Imagine a chill room at a rave. The pounding music with the repetitive but interesting sound samples, the rythmn and the heat are pervasive but still slightly removed. The pillows are beneath your dance-exhausted body and you stare at the weird visual projection provided.
Your mind is open and relaxed, ready to ponder the slow changing light-shapes metamorphasizing across the screens. You are ready to think about the relationship between circles, squares and sine waves–the universe and everything. Themes and dissonances flow, merge and separate in your consciousness. You are relaxed, receptive and passive in that moment.
That’s what reading Murakami feels like for me. Except I don’t feel passive. His book,The Wind Up Bird Chronicle, has some of the most far out things happen. Toru Okada, the hero of the story, lives the most ordinary life in which occur the most surprising and illogical experiences.

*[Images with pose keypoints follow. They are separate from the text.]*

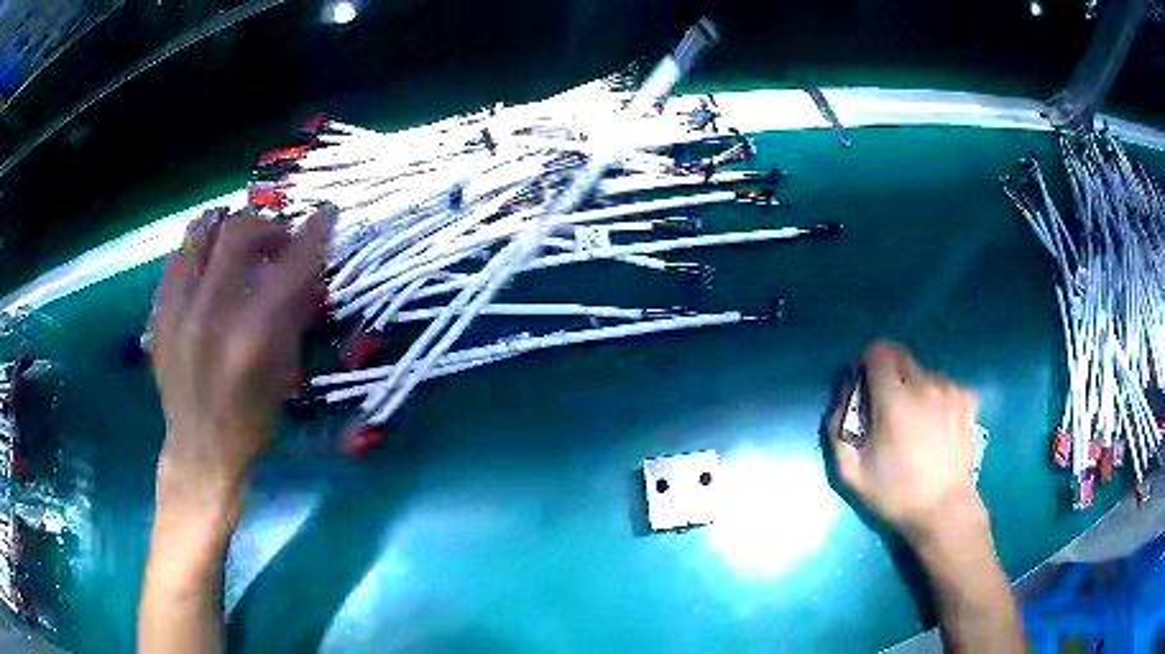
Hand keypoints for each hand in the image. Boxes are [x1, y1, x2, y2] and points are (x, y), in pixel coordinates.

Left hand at [151, 207, 332, 514]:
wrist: (199, 451)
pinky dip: (200, 247)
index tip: (327, 214)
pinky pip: (178, 254)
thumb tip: (307, 266)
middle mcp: (211, 313)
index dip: (313, 232)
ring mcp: (178, 309)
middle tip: (278, 242)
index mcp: (251, 336)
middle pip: (239, 230)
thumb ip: (293, 313)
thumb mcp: (284, 373)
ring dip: (229, 227)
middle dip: (267, 225)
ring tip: (240, 244)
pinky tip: (210, 264)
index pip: (289, 264)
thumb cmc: (251, 421)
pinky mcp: (159, 312)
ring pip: (202, 231)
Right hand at [828, 342, 984, 541]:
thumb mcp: (850, 472)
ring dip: (913, 386)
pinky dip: (935, 396)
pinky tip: (936, 425)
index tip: (865, 389)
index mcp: (894, 400)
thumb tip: (844, 392)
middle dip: (888, 373)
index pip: (877, 351)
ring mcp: (950, 389)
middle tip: (887, 408)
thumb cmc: (895, 494)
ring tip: (915, 422)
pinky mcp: (967, 398)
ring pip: (923, 371)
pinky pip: (943, 384)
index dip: (867, 365)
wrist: (944, 510)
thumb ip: (837, 427)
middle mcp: (925, 384)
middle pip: (900, 355)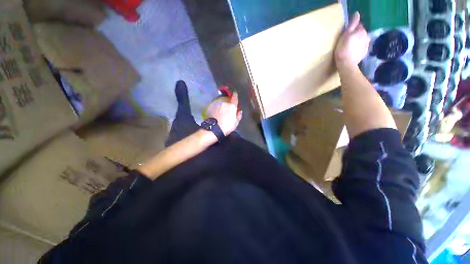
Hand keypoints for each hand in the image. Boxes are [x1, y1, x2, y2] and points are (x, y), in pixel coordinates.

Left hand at [209, 93, 242, 135]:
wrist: (214, 128)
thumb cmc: (227, 126)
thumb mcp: (236, 122)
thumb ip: (238, 115)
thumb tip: (239, 111)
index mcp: (232, 106)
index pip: (235, 97)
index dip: (235, 95)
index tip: (235, 93)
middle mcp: (224, 102)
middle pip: (227, 100)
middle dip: (228, 102)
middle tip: (228, 107)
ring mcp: (217, 104)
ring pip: (220, 102)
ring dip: (222, 104)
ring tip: (221, 110)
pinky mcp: (210, 106)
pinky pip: (215, 105)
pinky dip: (216, 107)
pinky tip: (216, 112)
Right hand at [334, 12, 370, 69]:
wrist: (346, 64)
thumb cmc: (343, 49)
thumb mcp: (345, 35)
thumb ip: (352, 24)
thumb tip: (357, 13)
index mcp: (361, 31)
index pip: (358, 25)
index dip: (352, 29)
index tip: (346, 34)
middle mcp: (367, 36)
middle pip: (361, 33)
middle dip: (356, 35)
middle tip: (348, 41)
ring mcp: (367, 45)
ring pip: (362, 40)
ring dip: (358, 42)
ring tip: (350, 47)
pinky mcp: (365, 53)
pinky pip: (362, 47)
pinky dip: (358, 48)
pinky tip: (353, 52)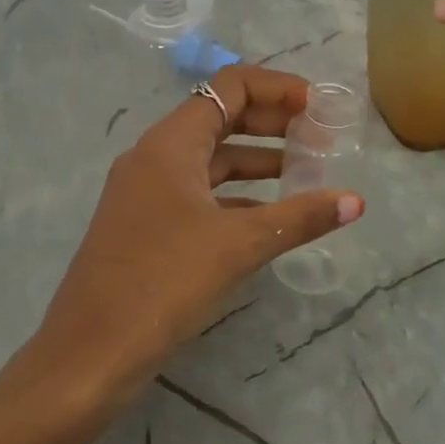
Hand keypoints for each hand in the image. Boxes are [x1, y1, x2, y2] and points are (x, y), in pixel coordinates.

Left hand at [33, 65, 364, 398]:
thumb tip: (356, 202)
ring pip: (210, 159)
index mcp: (171, 144)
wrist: (88, 356)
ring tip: (305, 172)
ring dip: (256, 159)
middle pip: (220, 117)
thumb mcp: (238, 246)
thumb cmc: (163, 284)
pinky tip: (269, 217)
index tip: (317, 107)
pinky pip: (198, 193)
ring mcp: (146, 192)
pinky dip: (235, 195)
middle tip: (319, 137)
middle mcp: (154, 157)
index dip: (277, 89)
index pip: (229, 87)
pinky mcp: (145, 225)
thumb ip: (300, 217)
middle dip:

And yet, like a chill room, I feel totally open to the story. I do not feel passive about it though. I could not put the book down. More than 600 pages, and I could not put it down until the end. I am still thinking about it days later.
There is an emotional truth to the story that lodges deep. The love of Toru Okada and his wife for one another is so poignant, while being completely devoid of sentimentality.
And the book’s struggle to write around the extra-reality of human spirit or experience leaves me very thoughtful about what it means to be human.
I am going to find more of this guy’s books. As an avid reader, this blew my mind away. If you are looking for a good chewy book, this will not disappoint.